» **Aim of the exercise**:
The records that follow are to be repeated exactly, with the pictures removed.

[Entries taken from a collection]
Start of Block

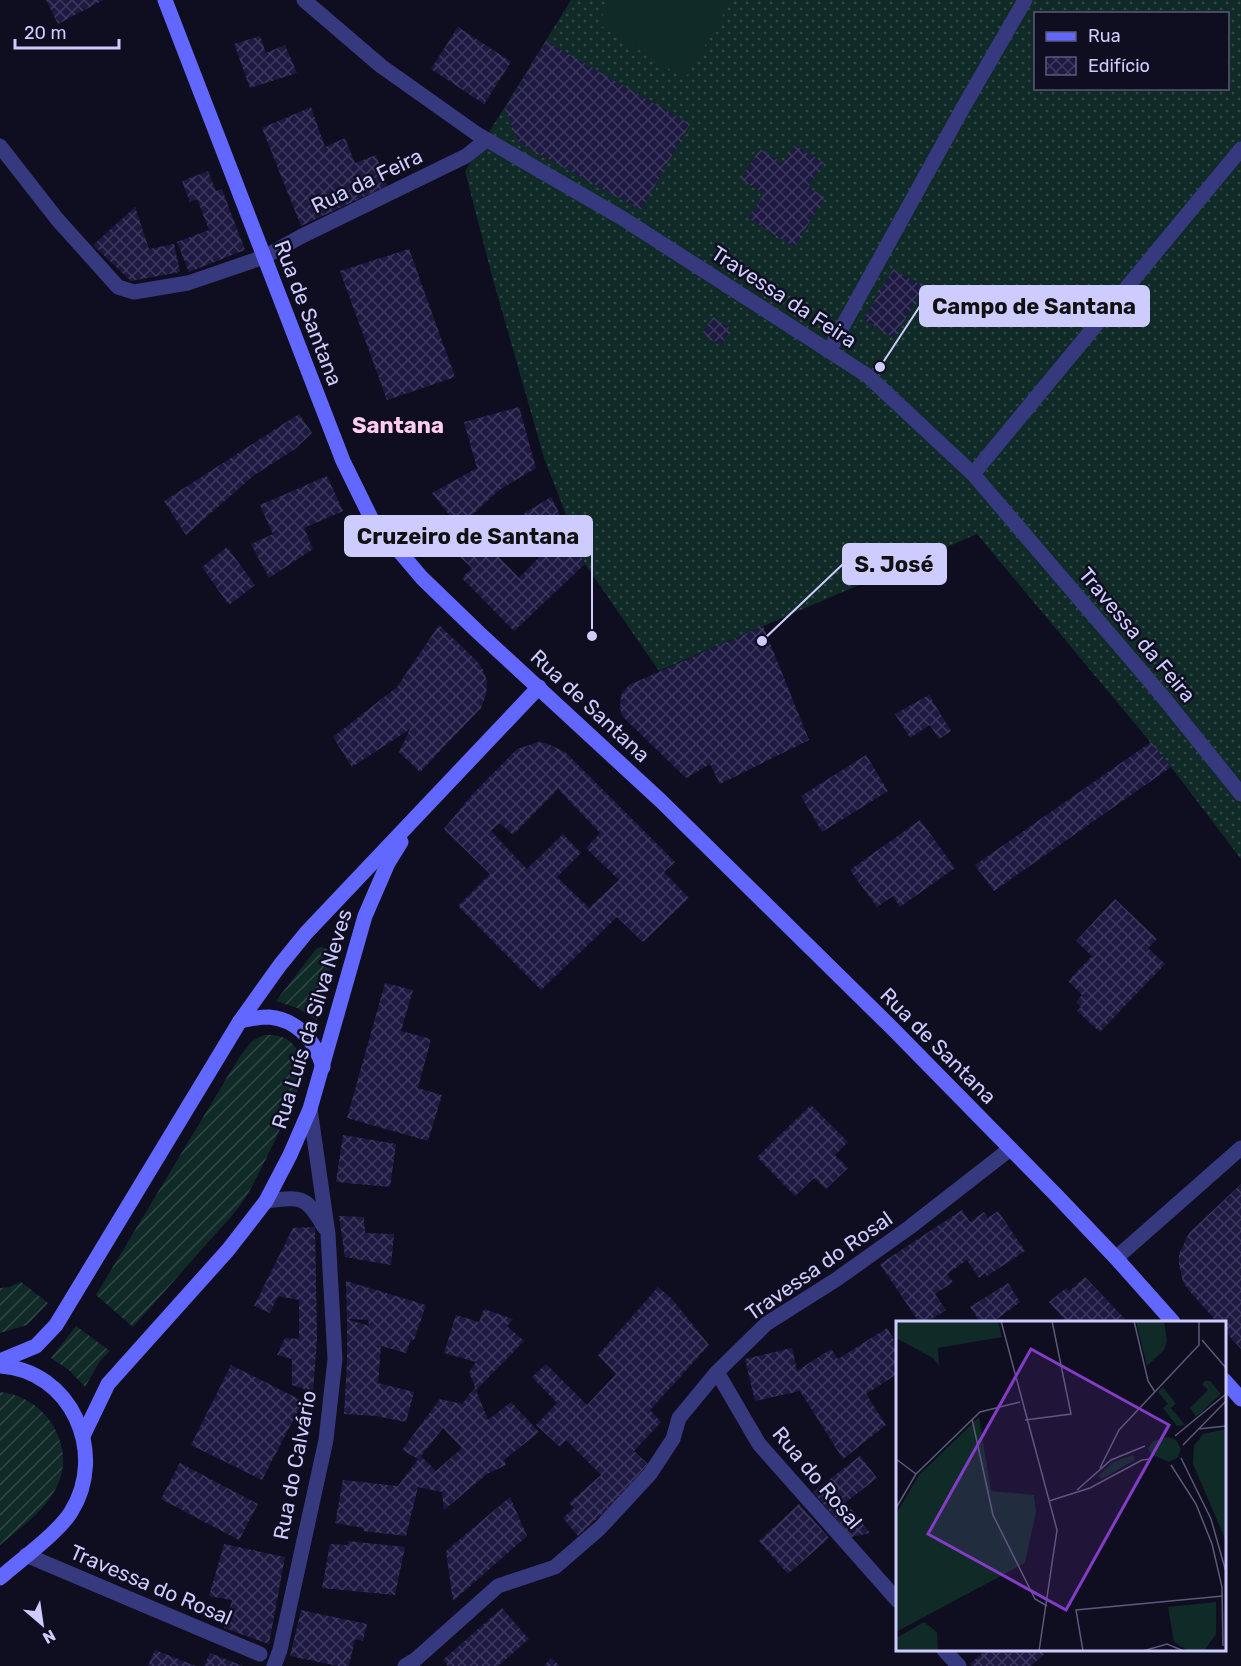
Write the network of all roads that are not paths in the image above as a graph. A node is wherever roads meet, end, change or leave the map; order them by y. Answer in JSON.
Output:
{"nodes":[{"id":1,"x":165,"y":0,"type":"edge"},
{"id":2,"x":304,"y":0,"type":"edge"},
{"id":3,"x":1025,"y":0,"type":"edge"},
{"id":4,"x":486,"y":140,"type":"junction"},
{"id":5,"x":0,"y":146,"type":"edge"},
{"id":6,"x":1241,"y":149,"type":"edge"},
{"id":7,"x":264,"y":257,"type":"junction"},
{"id":8,"x":829,"y":351,"type":"junction"},
{"id":9,"x":973,"y":474,"type":"junction"},
{"id":10,"x":539,"y":687,"type":"junction"},
{"id":11,"x":1241,"y":794,"type":"edge"},
{"id":12,"x":423,"y":810,"type":"junction"},
{"id":13,"x":240,"y":1021,"type":"junction"},
{"id":14,"x":323,"y":1067,"type":"junction"},
{"id":15,"x":310,"y":1109,"type":"junction"},
{"id":16,"x":1010,"y":1149,"type":"junction"},
{"id":17,"x":1241,"y":1149,"type":"edge"},
{"id":18,"x":266,"y":1201,"type":"junction"},
{"id":19,"x":328,"y":1234,"type":"junction"},
{"id":20,"x":1116,"y":1258,"type":"junction"},
{"id":21,"x":1171,"y":1321,"type":"edge"},
{"id":22,"x":0,"y":1364,"type":"edge"},
{"id":23,"x":717,"y":1372,"type":"junction"},
{"id":24,"x":1226,"y":1382,"type":"edge"},
{"id":25,"x":1241,"y":1399,"type":"edge"},
{"id":26,"x":83,"y":1436,"type":"junction"},
{"id":27,"x":26,"y":1555,"type":"junction"},
{"id":28,"x":0,"y":1578,"type":"edge"},
{"id":29,"x":896,"y":1600,"type":"edge"},
{"id":30,"x":945,"y":1651,"type":"edge"},
{"id":31,"x":260,"y":1654,"type":"dead end"},
{"id":32,"x":278,"y":1664,"type":"edge"},
{"id":33,"x":405,"y":1666,"type":"edge"},
{"id":34,"x":959,"y":1666,"type":"edge"}],
"edges":[{"from":1,"to":7,"type":"main road","name":"Rua de Santana"},
{"from":2,"to":4,"type":"street","name":"Travessa da Feira"},
{"from":3,"to":8,"type":"street"},
{"from":4,"to":7,"type":"street","name":"Rua da Feira"},
{"from":4,"to":8,"type":"street","name":"Travessa da Feira"},
{"from":5,"to":7,"type":"street","name":"Rua da Feira"},
{"from":6,"to":9,"type":"street"},
{"from":7,"to":10,"type":"main road","name":"Rua de Santana"},
{"from":8,"to":9,"type":"street","name":"Travessa da Feira"},
{"from":9,"to":11,"type":"street","name":"Travessa da Feira"},
{"from":10,"to":12,"type":"main road","name":"Rua Luís da Silva Neves"},
{"from":10,"to":16,"type":"main road","name":"Rua de Santana"},
{"from":12,"to":13,"type":"main road","name":"Rua Luís da Silva Neves"},
{"from":12,"to":14,"type":"main road","name":"Rua Luís da Silva Neves"},
{"from":13,"to":14,"type":"main road"},
{"from":13,"to":22,"type":"main road","name":"Rua Luís da Silva Neves"},
{"from":14,"to":15,"type":"main road","name":"Rua Luís da Silva Neves"},
{"from":15,"to":18,"type":"main road","name":"Rua Luís da Silva Neves"},
{"from":15,"to":19,"type":"street","name":"Rua do Calvário"},
{"from":16,"to":20,"type":"main road","name":"Rua de Santana"},
{"from":16,"to":23,"type":"street","name":"Travessa do Rosal"},
{"from":17,"to":20,"type":"street"},
{"from":18,"to":19,"type":"street","name":"Rua do Calvário"},
{"from":18,"to":26,"type":"main road","name":"Rua Luís da Silva Neves"},
{"from":19,"to":32,"type":"street","name":"Rua do Calvário"},
{"from":20,"to":21,"type":"main road","name":"Rua de Santana"},
{"from":22,"to":26,"type":"main road"},
{"from":23,"to":29,"type":"street","name":"Rua do Rosal"},
{"from":23,"to":33,"type":"street","name":"Travessa do Rosal"},
{"from":24,"to":25,"type":"main road"},
{"from":26,"to":27,"type":"main road"},
{"from":27,"to":28,"type":"main road"},
{"from":27,"to":31,"type":"street","name":"Travessa do Rosal"},
{"from":30,"to":34,"type":"street"}]}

End of Block

» **Task output**:
Write the network of all roads that are not paths in the image above as a graph. A node is wherever roads meet, end, change or leave the map; order them by y. Answer in JSON.
Output:
{"nodes":[{"id":1,"x":165,"y":0,"type":"edge"},
{"id":2,"x":304,"y":0,"type":"edge"},
{"id":3,"x":1025,"y":0,"type":"edge"},
{"id":4,"x":486,"y":140,"type":"junction"},
{"id":5,"x":0,"y":146,"type":"edge"},
{"id":6,"x":1241,"y":149,"type":"edge"},
{"id":7,"x":264,"y":257,"type":"junction"},
{"id":8,"x":829,"y":351,"type":"junction"},
{"id":9,"x":973,"y":474,"type":"junction"},
{"id":10,"x":539,"y":687,"type":"junction"},
{"id":11,"x":1241,"y":794,"type":"edge"},
{"id":12,"x":423,"y":810,"type":"junction"},
{"id":13,"x":240,"y":1021,"type":"junction"},
{"id":14,"x":323,"y":1067,"type":"junction"},
{"id":15,"x":310,"y":1109,"type":"junction"},
{"id":16,"x":1010,"y":1149,"type":"junction"},
{"id":17,"x":1241,"y":1149,"type":"edge"},
{"id":18,"x":266,"y":1201,"type":"junction"},
{"id":19,"x":328,"y":1234,"type":"junction"},
{"id":20,"x":1116,"y":1258,"type":"junction"},
{"id":21,"x":1171,"y":1321,"type":"edge"},
{"id":22,"x":0,"y":1364,"type":"edge"},
{"id":23,"x":717,"y":1372,"type":"junction"},
{"id":24,"x":1226,"y":1382,"type":"edge"},
{"id":25,"x":1241,"y":1399,"type":"edge"},
{"id":26,"x":83,"y":1436,"type":"junction"},
{"id":27,"x":26,"y":1555,"type":"junction"},
{"id":28,"x":0,"y":1578,"type":"edge"},
{"id":29,"x":896,"y":1600,"type":"edge"},
{"id":30,"x":945,"y":1651,"type":"edge"},
{"id":31,"x":260,"y":1654,"type":"dead end"},
{"id":32,"x":278,"y":1664,"type":"edge"},
{"id":33,"x":405,"y":1666,"type":"edge"},
{"id":34,"x":959,"y":1666,"type":"edge"}],
"edges":[{"from":1,"to":7,"type":"main road","name":"Rua de Santana"},
{"from":2,"to":4,"type":"street","name":"Travessa da Feira"},
{"from":3,"to":8,"type":"street"},
{"from":4,"to":7,"type":"street","name":"Rua da Feira"},
{"from":4,"to":8,"type":"street","name":"Travessa da Feira"},
{"from":5,"to":7,"type":"street","name":"Rua da Feira"},
{"from":6,"to":9,"type":"street"},
{"from":7,"to":10,"type":"main road","name":"Rua de Santana"},
{"from":8,"to":9,"type":"street","name":"Travessa da Feira"},
{"from":9,"to":11,"type":"street","name":"Travessa da Feira"},
{"from":10,"to":12,"type":"main road","name":"Rua Luís da Silva Neves"},
{"from":10,"to":16,"type":"main road","name":"Rua de Santana"},
{"from":12,"to":13,"type":"main road","name":"Rua Luís da Silva Neves"},
{"from":12,"to":14,"type":"main road","name":"Rua Luís da Silva Neves"},
{"from":13,"to":14,"type":"main road"},
{"from":13,"to":22,"type":"main road","name":"Rua Luís da Silva Neves"},
{"from":14,"to":15,"type":"main road","name":"Rua Luís da Silva Neves"},
{"from":15,"to":18,"type":"main road","name":"Rua Luís da Silva Neves"},
{"from":15,"to":19,"type":"street","name":"Rua do Calvário"},
{"from":16,"to":20,"type":"main road","name":"Rua de Santana"},
{"from":16,"to":23,"type":"street","name":"Travessa do Rosal"},
{"from":17,"to":20,"type":"street"},
{"from":18,"to":19,"type":"street","name":"Rua do Calvário"},
{"from":18,"to":26,"type":"main road","name":"Rua Luís da Silva Neves"},
{"from":19,"to":32,"type":"street","name":"Rua do Calvário"},
{"from":20,"to":21,"type":"main road","name":"Rua de Santana"},
{"from":22,"to":26,"type":"main road"},
{"from":23,"to":29,"type":"street","name":"Rua do Rosal"},
{"from":23,"to":33,"type":"street","name":"Travessa do Rosal"},
{"from":24,"to":25,"type":"main road"},
{"from":26,"to":27,"type":"main road"},
{"from":27,"to":28,"type":"main road"},
{"from":27,"to":31,"type":"street","name":"Travessa do Rosal"},
{"from":30,"to":34,"type":"street"}]}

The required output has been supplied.